Bhopal, July 25 (PTI): The Madhya Pradesh Assembly today passed a controversial bill to amend the state's Freedom of Religion Act of 1968 to prevent religious conversion by force or allurement.
Amidst an uproar in the the House by opposition members, the bill was passed by voice vote without holding discussions, prompting the Congress to later submit a memorandum to Governor Balram Jakhar asking him to return it.
The bill provides for a person wishing to change his religion to voluntarily inform the district magistrate of his intentions, sources said adding the priest or organisations performing the conversion rituals were also required to inform the authorities about it a month in advance.
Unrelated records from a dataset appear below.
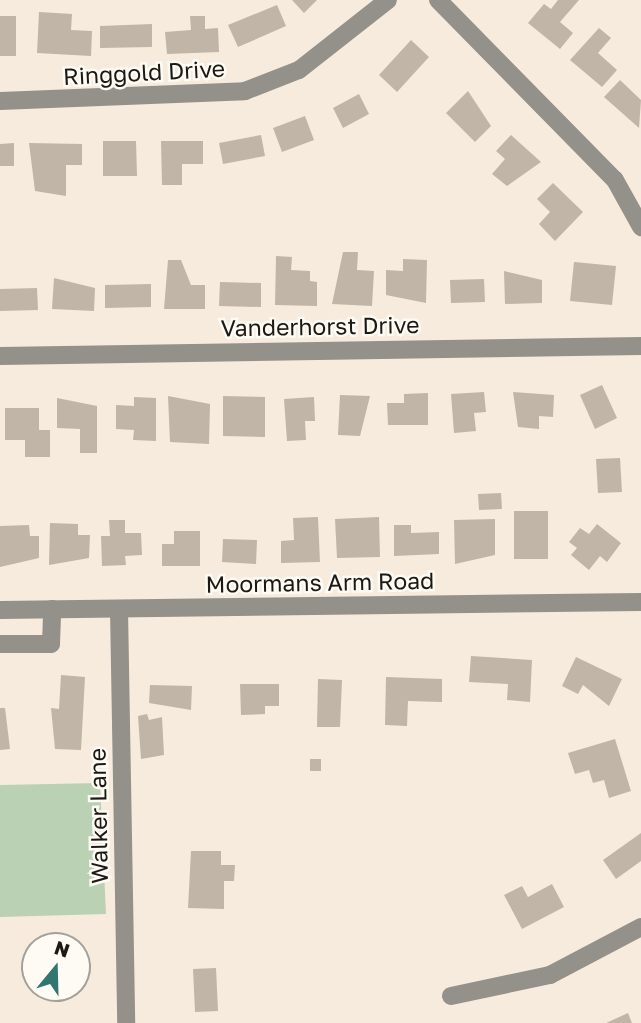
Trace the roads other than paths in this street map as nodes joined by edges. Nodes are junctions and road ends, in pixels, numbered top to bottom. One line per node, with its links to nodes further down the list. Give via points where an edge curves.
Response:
1 (388, 0): 3 (street, Ringgold Drive, via 299,70 245,91)
2 (438, 0): 4 (street, via 615,180)
3 (0, 101)
4 (641, 227)
5 (641, 346): 6 (street, Vanderhorst Drive)
6 (0, 356)
7 (641, 602): 9 (street, Moormans Arm Road)
8 (52, 609): 9 (street, Moormans Arm Road); 10 (street, Moormans Arm Road); 11 (street, via 51,644)
9 (119, 609): 14 (street, Walker Lane)
10 (0, 610)
11 (0, 644)
12 (641, 927): 13 (street, via 550,975)
13 (452, 996)
14 (126, 1023)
Police were given the task of verifying the credentials of the priest or the organisations ahead of the conversion and that this was not being done by force or with allurement.
The bill includes provisions for penal action like one year's imprisonment and a fine against priests or organisations that perform conversions without following due procedures and a fine of up to Rs 1000 for persons who fail to inform authorities about their intentions to adopt another religion, sources said.
While the government claimed existing laws are inadequate to check conversions by force or allurement, the Congress termed the move an "interference with religious freedom and human rights".
The BJP is "practising vote bank politics and wants to spread communal hatred", Leader of Opposition Jamuna Devi said in the memorandum, adding "it aims to exploit the Christian community and tribals through the bill".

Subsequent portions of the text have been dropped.